(Stored data entries)
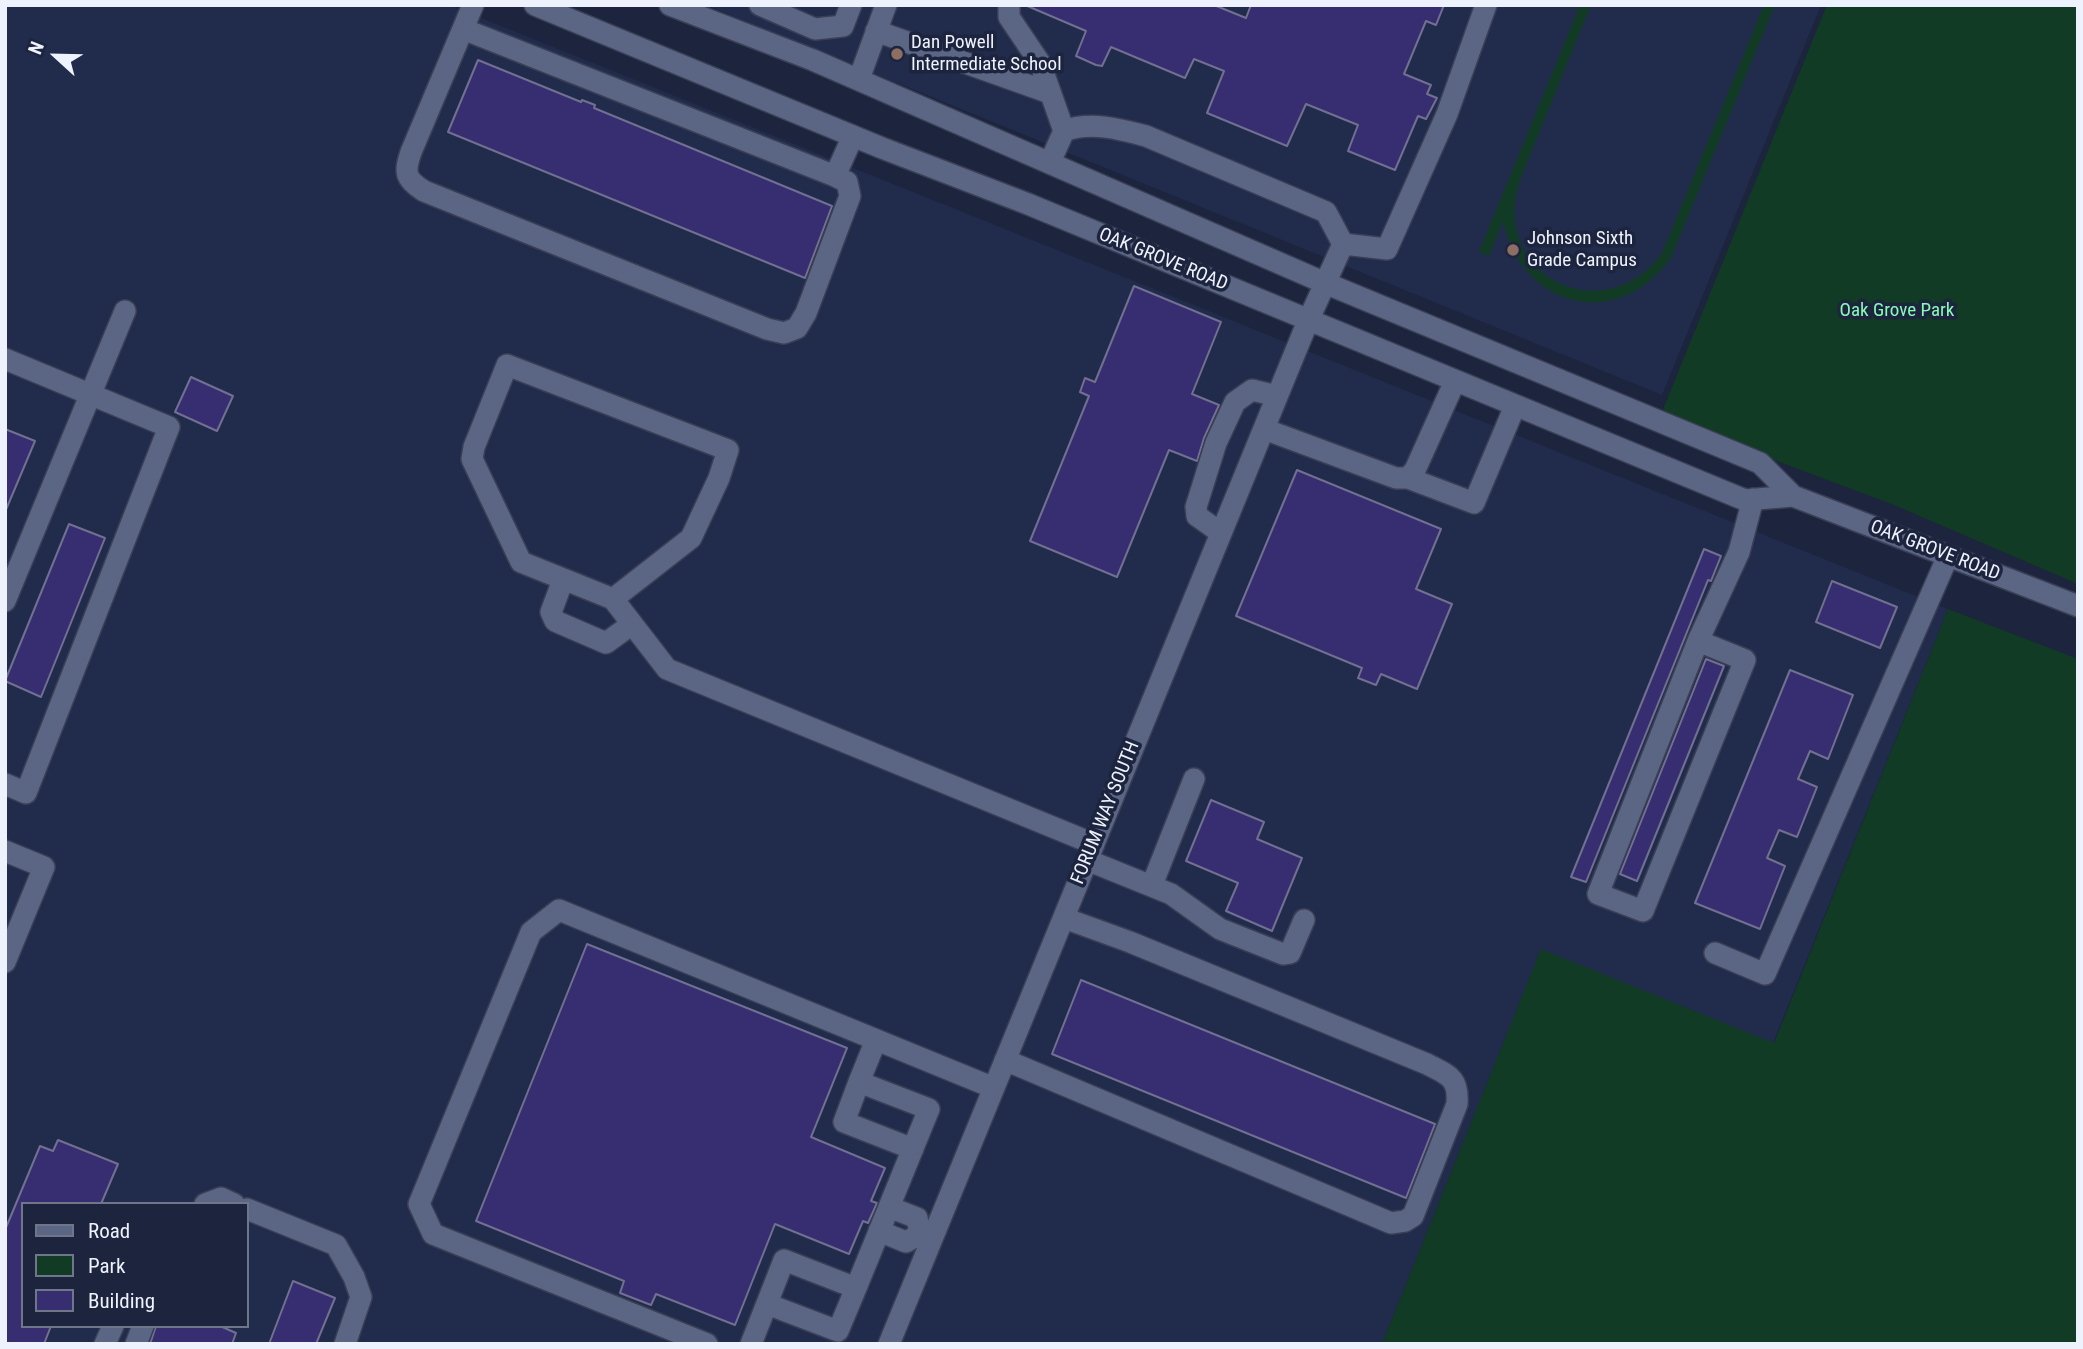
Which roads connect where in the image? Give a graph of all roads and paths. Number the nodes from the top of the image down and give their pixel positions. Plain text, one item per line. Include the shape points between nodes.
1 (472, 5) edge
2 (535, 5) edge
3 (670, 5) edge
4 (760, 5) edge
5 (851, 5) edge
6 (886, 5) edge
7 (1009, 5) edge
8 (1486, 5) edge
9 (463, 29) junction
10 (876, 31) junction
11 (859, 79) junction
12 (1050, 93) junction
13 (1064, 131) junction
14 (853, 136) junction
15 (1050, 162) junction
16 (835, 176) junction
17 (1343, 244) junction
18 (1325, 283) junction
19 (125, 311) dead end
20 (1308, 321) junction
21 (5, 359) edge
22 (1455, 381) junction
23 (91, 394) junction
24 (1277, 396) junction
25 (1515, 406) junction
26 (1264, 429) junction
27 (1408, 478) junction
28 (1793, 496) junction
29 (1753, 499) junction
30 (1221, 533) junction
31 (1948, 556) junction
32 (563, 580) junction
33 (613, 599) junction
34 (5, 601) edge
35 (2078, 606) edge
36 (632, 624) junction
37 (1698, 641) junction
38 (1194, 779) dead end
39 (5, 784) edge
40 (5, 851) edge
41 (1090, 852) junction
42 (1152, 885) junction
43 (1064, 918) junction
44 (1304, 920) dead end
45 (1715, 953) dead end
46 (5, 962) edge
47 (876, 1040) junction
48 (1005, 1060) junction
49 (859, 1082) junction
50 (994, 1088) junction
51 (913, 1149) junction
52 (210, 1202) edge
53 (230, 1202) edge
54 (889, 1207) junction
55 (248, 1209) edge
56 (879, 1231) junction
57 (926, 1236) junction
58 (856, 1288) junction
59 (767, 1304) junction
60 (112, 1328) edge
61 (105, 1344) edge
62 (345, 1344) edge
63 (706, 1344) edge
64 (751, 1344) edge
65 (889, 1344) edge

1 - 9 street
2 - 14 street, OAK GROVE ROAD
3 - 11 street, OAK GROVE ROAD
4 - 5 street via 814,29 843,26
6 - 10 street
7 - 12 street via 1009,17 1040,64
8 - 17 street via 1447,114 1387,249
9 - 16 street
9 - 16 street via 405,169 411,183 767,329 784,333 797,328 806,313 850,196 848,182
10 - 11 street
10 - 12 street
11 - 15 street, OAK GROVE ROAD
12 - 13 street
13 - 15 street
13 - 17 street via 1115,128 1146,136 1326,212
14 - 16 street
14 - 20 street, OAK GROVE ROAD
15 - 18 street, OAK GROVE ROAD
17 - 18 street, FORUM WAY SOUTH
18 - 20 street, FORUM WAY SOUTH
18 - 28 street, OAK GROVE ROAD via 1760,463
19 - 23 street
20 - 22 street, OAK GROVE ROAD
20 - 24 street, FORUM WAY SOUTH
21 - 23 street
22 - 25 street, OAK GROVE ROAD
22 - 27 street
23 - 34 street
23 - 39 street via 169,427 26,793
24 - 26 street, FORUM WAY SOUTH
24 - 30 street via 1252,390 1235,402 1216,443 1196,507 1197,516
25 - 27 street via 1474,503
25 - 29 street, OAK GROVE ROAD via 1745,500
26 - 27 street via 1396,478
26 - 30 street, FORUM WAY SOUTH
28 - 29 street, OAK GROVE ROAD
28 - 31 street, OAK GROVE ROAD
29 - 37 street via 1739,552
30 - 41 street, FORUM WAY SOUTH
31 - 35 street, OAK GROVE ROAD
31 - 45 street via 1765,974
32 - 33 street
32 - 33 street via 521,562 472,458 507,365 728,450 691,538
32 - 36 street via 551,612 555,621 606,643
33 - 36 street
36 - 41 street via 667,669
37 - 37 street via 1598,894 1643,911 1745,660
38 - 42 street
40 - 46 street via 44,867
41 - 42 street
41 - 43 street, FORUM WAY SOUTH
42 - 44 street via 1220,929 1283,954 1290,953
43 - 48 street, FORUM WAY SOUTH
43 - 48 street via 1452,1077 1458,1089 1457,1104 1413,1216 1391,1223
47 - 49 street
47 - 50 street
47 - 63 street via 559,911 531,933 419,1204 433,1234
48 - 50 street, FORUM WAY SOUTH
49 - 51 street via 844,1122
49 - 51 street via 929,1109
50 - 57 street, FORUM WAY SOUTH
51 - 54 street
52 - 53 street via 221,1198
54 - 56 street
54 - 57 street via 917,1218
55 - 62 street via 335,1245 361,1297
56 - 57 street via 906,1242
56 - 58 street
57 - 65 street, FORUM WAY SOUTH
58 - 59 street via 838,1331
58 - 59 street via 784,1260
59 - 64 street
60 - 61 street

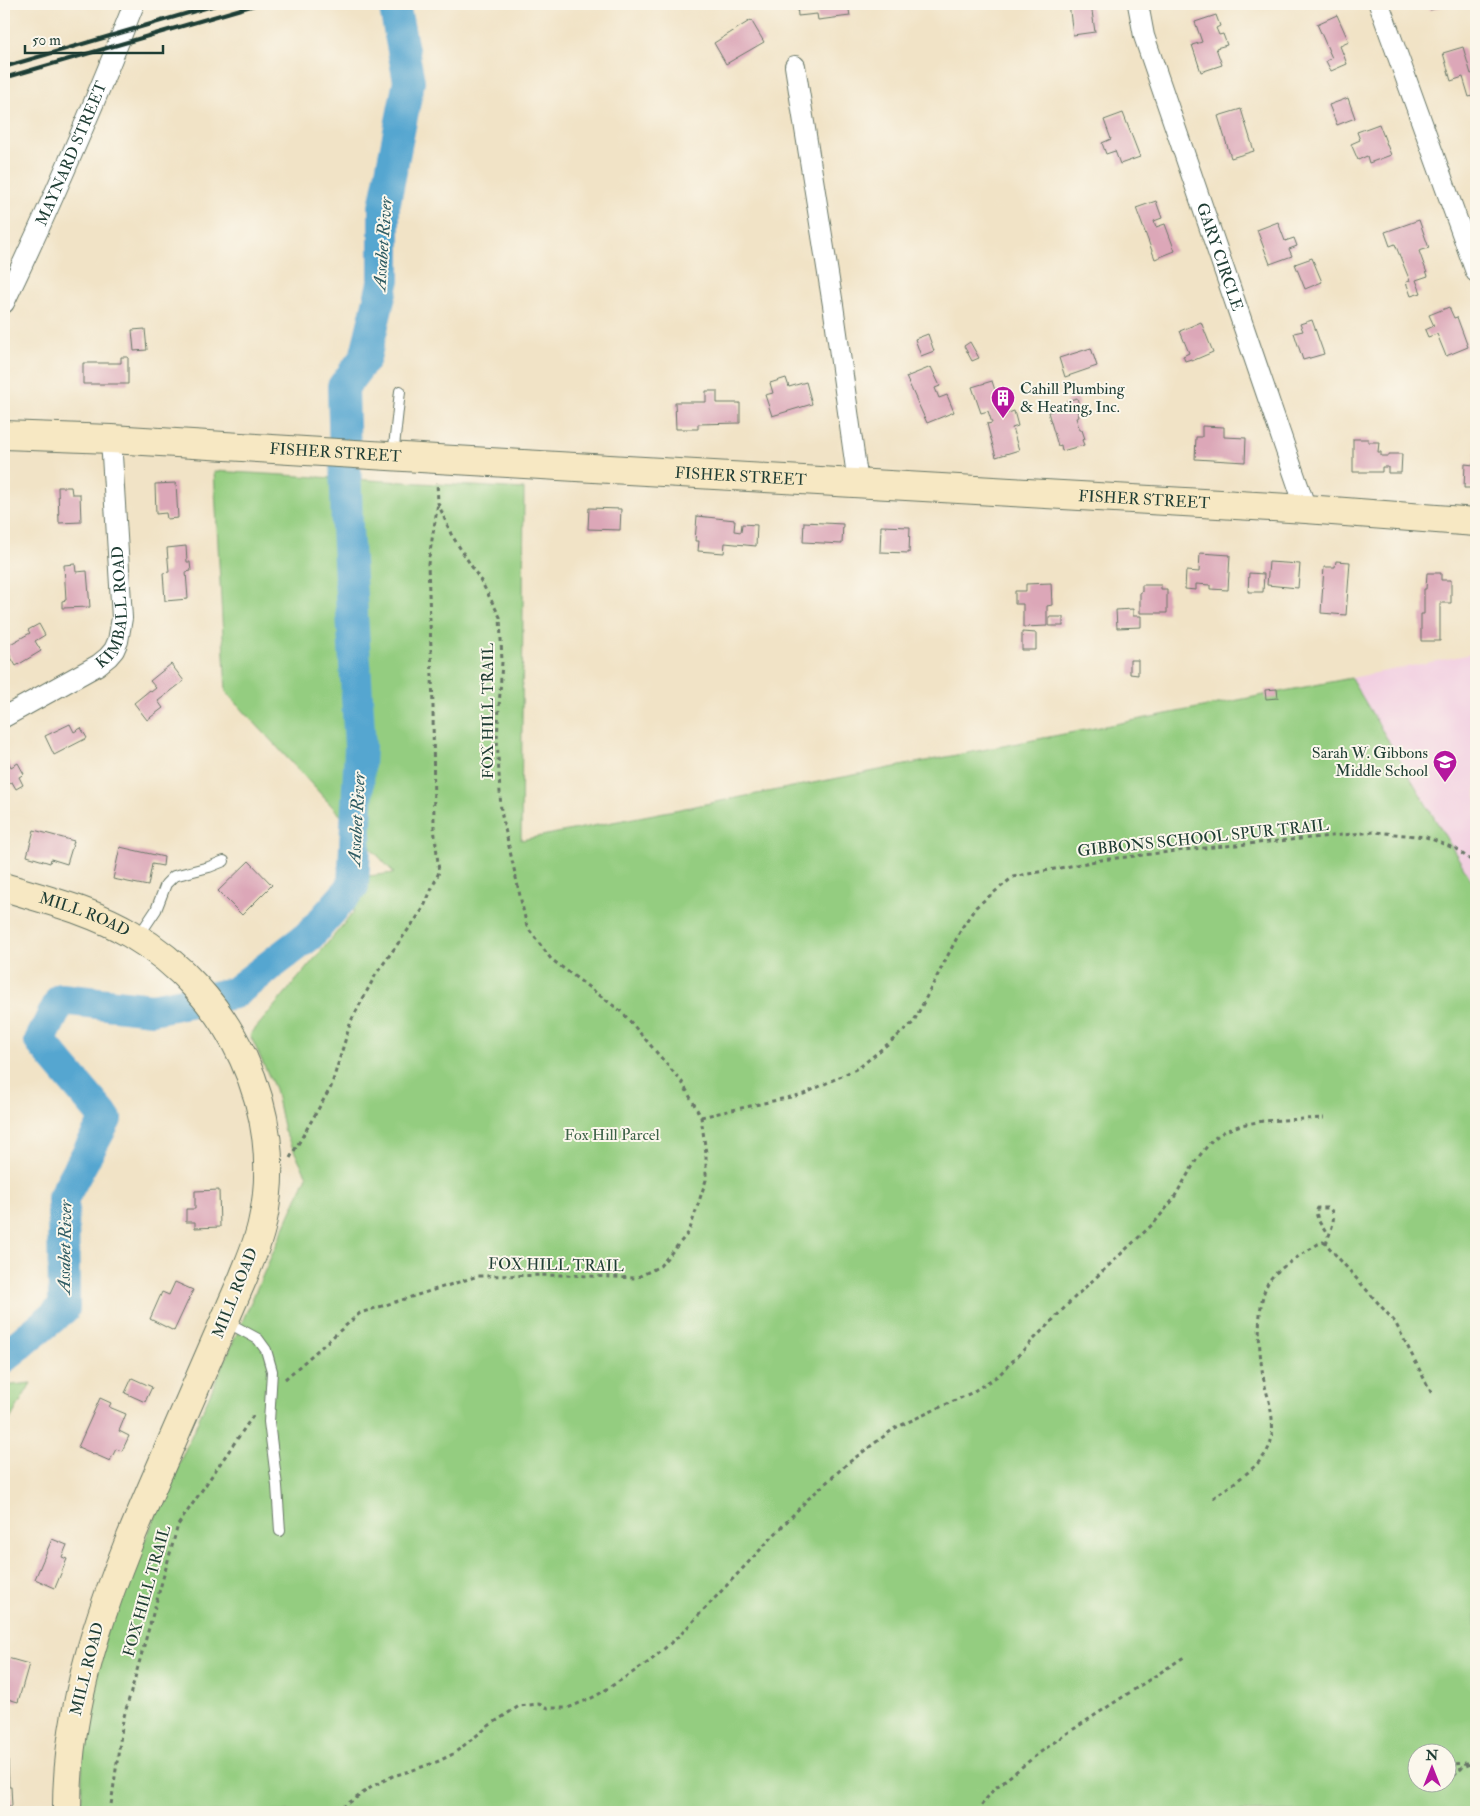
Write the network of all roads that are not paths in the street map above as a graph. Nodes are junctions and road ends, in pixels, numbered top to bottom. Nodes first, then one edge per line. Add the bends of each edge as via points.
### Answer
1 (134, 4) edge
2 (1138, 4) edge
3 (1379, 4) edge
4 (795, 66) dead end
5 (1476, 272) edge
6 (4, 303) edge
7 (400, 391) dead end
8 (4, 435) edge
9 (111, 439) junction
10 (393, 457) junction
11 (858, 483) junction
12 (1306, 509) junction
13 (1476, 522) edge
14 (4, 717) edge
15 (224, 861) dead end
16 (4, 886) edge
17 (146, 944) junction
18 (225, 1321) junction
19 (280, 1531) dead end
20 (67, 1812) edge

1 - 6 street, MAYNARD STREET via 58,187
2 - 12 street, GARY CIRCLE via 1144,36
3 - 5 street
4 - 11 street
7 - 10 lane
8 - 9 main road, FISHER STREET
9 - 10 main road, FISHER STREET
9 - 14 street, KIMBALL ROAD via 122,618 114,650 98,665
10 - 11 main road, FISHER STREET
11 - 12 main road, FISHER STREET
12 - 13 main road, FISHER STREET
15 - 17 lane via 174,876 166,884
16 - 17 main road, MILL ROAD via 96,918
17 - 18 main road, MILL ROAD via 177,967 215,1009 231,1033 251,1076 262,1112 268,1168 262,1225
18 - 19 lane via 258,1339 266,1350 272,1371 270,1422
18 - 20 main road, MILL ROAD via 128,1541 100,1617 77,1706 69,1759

• _EXERCISE GOAL_
Once the pictures are removed, output the entries above exactly as given.

• _ANSWER TO THIS EXERCISE_
Which roads connect where in the image? Give a graph of all roads and paths. Number the nodes from the top of the image down and give their pixel positions. Plain text, one item per line. Include the shape points between nodes.
1 (472, 5) edge
2 (535, 5) edge
3 (670, 5) edge
4 (760, 5) edge
5 (851, 5) edge
6 (886, 5) edge
7 (1009, 5) edge
8 (1486, 5) edge
9 (463, 29) junction
10 (876, 31) junction
11 (859, 79) junction
12 (1050, 93) junction
13 (1064, 131) junction
14 (853, 136) junction
15 (1050, 162) junction
16 (835, 176) junction
17 (1343, 244) junction
18 (1325, 283) junction
19 (125, 311) dead end
20 (1308, 321) junction
21 (5, 359) edge
22 (1455, 381) junction
23 (91, 394) junction
24 (1277, 396) junction
25 (1515, 406) junction
26 (1264, 429) junction
27 (1408, 478) junction
28 (1793, 496) junction
29 (1753, 499) junction
30 (1221, 533) junction
31 (1948, 556) junction
32 (563, 580) junction
33 (613, 599) junction
34 (5, 601) edge
35 (2078, 606) edge
36 (632, 624) junction
37 (1698, 641) junction
38 (1194, 779) dead end
39 (5, 784) edge
40 (5, 851) edge
41 (1090, 852) junction
42 (1152, 885) junction
43 (1064, 918) junction
44 (1304, 920) dead end
45 (1715, 953) dead end
46 (5, 962) edge
47 (876, 1040) junction
48 (1005, 1060) junction
49 (859, 1082) junction
50 (994, 1088) junction
51 (913, 1149) junction
52 (210, 1202) edge
53 (230, 1202) edge
54 (889, 1207) junction
55 (248, 1209) edge
56 (879, 1231) junction
57 (926, 1236) junction
58 (856, 1288) junction
59 (767, 1304) junction
60 (112, 1328) edge
61 (105, 1344) edge
62 (345, 1344) edge
63 (706, 1344) edge
64 (751, 1344) edge
65 (889, 1344) edge

1 - 9 street
2 - 14 street, OAK GROVE ROAD
3 - 11 street, OAK GROVE ROAD
4 - 5 street via 814,29 843,26
6 - 10 street
7 - 12 street via 1009,17 1040,64
8 - 17 street via 1447,114 1387,249
9 - 16 street
9 - 16 street via 405,169 411,183 767,329 784,333 797,328 806,313 850,196 848,182
10 - 11 street
10 - 12 street
11 - 15 street, OAK GROVE ROAD
12 - 13 street
13 - 15 street
13 - 17 street via 1115,128 1146,136 1326,212
14 - 16 street
14 - 20 street, OAK GROVE ROAD
15 - 18 street, OAK GROVE ROAD
17 - 18 street, FORUM WAY SOUTH
18 - 20 street, FORUM WAY SOUTH
18 - 28 street, OAK GROVE ROAD via 1760,463
19 - 23 street
20 - 22 street, OAK GROVE ROAD
20 - 24 street, FORUM WAY SOUTH
21 - 23 street
22 - 25 street, OAK GROVE ROAD
22 - 27 street
23 - 34 street
23 - 39 street via 169,427 26,793
24 - 26 street, FORUM WAY SOUTH
24 - 30 street via 1252,390 1235,402 1216,443 1196,507 1197,516
25 - 27 street via 1474,503
25 - 29 street, OAK GROVE ROAD via 1745,500
26 - 27 street via 1396,478
26 - 30 street, FORUM WAY SOUTH
28 - 29 street, OAK GROVE ROAD
28 - 31 street, OAK GROVE ROAD
29 - 37 street via 1739,552
30 - 41 street, FORUM WAY SOUTH
31 - 35 street, OAK GROVE ROAD
31 - 45 street via 1765,974
32 - 33 street
32 - 33 street via 521,562 472,458 507,365 728,450 691,538
32 - 36 street via 551,612 555,621 606,643
33 - 36 street
36 - 41 street via 667,669
37 - 37 street via 1598,894 1643,911 1745,660
38 - 42 street
40 - 46 street via 44,867
41 - 42 street
41 - 43 street, FORUM WAY SOUTH
42 - 44 street via 1220,929 1283,954 1290,953
43 - 48 street, FORUM WAY SOUTH
43 - 48 street via 1452,1077 1458,1089 1457,1104 1413,1216 1391,1223
47 - 49 street
47 - 50 street
47 - 63 street via 559,911 531,933 419,1204 433,1234
48 - 50 street, FORUM WAY SOUTH
49 - 51 street via 844,1122
49 - 51 street via 929,1109
50 - 57 street, FORUM WAY SOUTH
51 - 54 street
52 - 53 street via 221,1198
54 - 56 street
54 - 57 street via 917,1218
55 - 62 street via 335,1245 361,1297
56 - 57 street via 906,1242
56 - 58 street
57 - 65 street, FORUM WAY SOUTH
58 - 59 street via 838,1331
58 - 59 street via 784,1260
59 - 64 street
60 - 61 street

Write the network of all roads that are not paths in the street map above as a graph. Nodes are junctions and road ends, in pixels, numbered top to bottom. Nodes first, then one edge per line. Add the bends of each edge as via points.
### Answer
1 (134, 4) edge
2 (1138, 4) edge
3 (1379, 4) edge
4 (795, 66) dead end
5 (1476, 272) edge
6 (4, 303) edge
7 (400, 391) dead end
8 (4, 435) edge
9 (111, 439) junction
10 (393, 457) junction
11 (858, 483) junction
12 (1306, 509) junction
13 (1476, 522) edge
14 (4, 717) edge
15 (224, 861) dead end
16 (4, 886) edge
17 (146, 944) junction
18 (225, 1321) junction
19 (280, 1531) dead end
20 (67, 1812) edge

1 - 6 street, MAYNARD STREET via 58,187
2 - 12 street, GARY CIRCLE via 1144,36
3 - 5 street
4 - 11 street
7 - 10 lane
8 - 9 main road, FISHER STREET
9 - 10 main road, FISHER STREET
9 - 14 street, KIMBALL ROAD via 122,618 114,650 98,665
10 - 11 main road, FISHER STREET
11 - 12 main road, FISHER STREET
12 - 13 main road, FISHER STREET
15 - 17 lane via 174,876 166,884
16 - 17 main road, MILL ROAD via 96,918
17 - 18 main road, MILL ROAD via 177,967 215,1009 231,1033 251,1076 262,1112 268,1168 262,1225
18 - 19 lane via 258,1339 266,1350 272,1371 270,1422
18 - 20 main road, MILL ROAD via 128,1541 100,1617 77,1706 69,1759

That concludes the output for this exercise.